WHAT IS EXPECTED >> Find the word "outer" in the material below and gather every line that contains it.

>>>

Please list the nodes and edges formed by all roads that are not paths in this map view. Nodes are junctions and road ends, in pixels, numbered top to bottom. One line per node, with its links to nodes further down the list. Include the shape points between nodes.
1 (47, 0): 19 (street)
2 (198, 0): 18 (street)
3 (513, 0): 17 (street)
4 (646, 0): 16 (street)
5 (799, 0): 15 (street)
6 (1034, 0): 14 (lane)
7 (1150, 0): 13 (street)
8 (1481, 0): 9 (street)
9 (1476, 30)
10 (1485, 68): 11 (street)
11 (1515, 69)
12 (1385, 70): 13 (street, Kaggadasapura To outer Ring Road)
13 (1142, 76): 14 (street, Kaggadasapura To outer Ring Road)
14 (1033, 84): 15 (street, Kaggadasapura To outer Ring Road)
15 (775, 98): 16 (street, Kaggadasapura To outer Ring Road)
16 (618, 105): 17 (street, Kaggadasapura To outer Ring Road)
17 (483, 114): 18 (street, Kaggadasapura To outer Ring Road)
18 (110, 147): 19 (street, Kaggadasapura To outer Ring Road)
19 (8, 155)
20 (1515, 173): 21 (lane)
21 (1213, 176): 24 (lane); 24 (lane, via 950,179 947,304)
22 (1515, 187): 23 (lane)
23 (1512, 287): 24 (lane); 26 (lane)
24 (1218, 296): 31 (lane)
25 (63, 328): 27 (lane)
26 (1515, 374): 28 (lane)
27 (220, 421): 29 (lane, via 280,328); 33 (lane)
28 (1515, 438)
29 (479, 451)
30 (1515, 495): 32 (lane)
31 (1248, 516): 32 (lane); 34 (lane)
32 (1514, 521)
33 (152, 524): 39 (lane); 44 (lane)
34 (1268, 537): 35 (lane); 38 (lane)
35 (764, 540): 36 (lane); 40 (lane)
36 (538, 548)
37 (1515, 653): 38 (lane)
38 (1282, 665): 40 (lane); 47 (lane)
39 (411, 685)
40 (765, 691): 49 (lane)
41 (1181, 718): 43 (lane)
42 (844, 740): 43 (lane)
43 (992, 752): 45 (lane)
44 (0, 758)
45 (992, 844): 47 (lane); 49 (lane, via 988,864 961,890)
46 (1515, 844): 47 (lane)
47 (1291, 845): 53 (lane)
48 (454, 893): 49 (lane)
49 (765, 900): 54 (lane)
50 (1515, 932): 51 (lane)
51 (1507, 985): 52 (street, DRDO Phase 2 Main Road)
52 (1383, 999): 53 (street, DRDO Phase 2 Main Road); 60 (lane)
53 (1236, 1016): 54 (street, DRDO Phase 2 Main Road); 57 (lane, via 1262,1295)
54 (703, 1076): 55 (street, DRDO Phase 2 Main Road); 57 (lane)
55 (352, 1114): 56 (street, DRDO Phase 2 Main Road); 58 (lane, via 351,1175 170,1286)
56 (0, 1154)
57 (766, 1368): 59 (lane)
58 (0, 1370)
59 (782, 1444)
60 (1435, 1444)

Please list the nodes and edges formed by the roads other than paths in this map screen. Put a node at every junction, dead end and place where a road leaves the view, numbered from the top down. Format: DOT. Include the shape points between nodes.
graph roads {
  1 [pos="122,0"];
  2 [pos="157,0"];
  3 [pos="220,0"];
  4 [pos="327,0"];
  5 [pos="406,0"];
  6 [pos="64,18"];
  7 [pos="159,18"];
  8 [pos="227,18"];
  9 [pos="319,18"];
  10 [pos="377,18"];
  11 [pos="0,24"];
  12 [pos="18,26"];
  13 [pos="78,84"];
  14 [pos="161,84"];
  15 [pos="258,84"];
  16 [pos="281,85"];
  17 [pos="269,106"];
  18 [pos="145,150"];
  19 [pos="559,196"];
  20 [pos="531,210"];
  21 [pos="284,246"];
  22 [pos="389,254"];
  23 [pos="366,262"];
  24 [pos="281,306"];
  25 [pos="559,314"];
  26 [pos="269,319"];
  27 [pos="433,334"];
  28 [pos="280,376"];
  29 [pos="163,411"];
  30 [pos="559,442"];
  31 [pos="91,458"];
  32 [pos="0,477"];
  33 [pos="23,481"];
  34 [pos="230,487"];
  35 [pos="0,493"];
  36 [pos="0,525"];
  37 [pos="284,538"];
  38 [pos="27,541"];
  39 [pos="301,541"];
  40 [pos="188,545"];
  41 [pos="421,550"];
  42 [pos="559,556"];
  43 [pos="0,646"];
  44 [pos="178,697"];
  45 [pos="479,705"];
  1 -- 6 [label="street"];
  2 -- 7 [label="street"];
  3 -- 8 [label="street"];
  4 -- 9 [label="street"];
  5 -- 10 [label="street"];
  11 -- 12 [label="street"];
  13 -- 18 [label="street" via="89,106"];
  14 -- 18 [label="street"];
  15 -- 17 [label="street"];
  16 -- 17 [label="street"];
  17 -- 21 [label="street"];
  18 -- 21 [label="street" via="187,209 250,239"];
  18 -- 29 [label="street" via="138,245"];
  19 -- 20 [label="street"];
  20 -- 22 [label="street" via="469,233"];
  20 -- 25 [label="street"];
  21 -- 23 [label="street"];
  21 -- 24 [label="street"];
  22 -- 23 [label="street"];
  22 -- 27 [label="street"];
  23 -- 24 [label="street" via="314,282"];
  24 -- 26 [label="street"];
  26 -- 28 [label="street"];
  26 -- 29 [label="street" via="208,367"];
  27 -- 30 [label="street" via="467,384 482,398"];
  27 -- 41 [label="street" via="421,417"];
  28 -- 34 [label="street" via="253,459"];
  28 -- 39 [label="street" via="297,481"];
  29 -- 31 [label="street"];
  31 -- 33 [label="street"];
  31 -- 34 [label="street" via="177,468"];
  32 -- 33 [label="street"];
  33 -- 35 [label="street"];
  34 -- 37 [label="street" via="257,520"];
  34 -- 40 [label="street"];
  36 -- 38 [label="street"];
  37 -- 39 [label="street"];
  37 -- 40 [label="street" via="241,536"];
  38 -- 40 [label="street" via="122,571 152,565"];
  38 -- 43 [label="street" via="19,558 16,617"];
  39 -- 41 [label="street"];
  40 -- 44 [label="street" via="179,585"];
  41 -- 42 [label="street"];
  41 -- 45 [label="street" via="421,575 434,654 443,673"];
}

<<<

ANSWER SECTION >>
12 (1385, 70): 13 (street, Kaggadasapura To outer Ring Road)
13 (1142, 76): 14 (street, Kaggadasapura To outer Ring Road)
14 (1033, 84): 15 (street, Kaggadasapura To outer Ring Road)
15 (775, 98): 16 (street, Kaggadasapura To outer Ring Road)
16 (618, 105): 17 (street, Kaggadasapura To outer Ring Road)
17 (483, 114): 18 (street, Kaggadasapura To outer Ring Road)
18 (110, 147): 19 (street, Kaggadasapura To outer Ring Road)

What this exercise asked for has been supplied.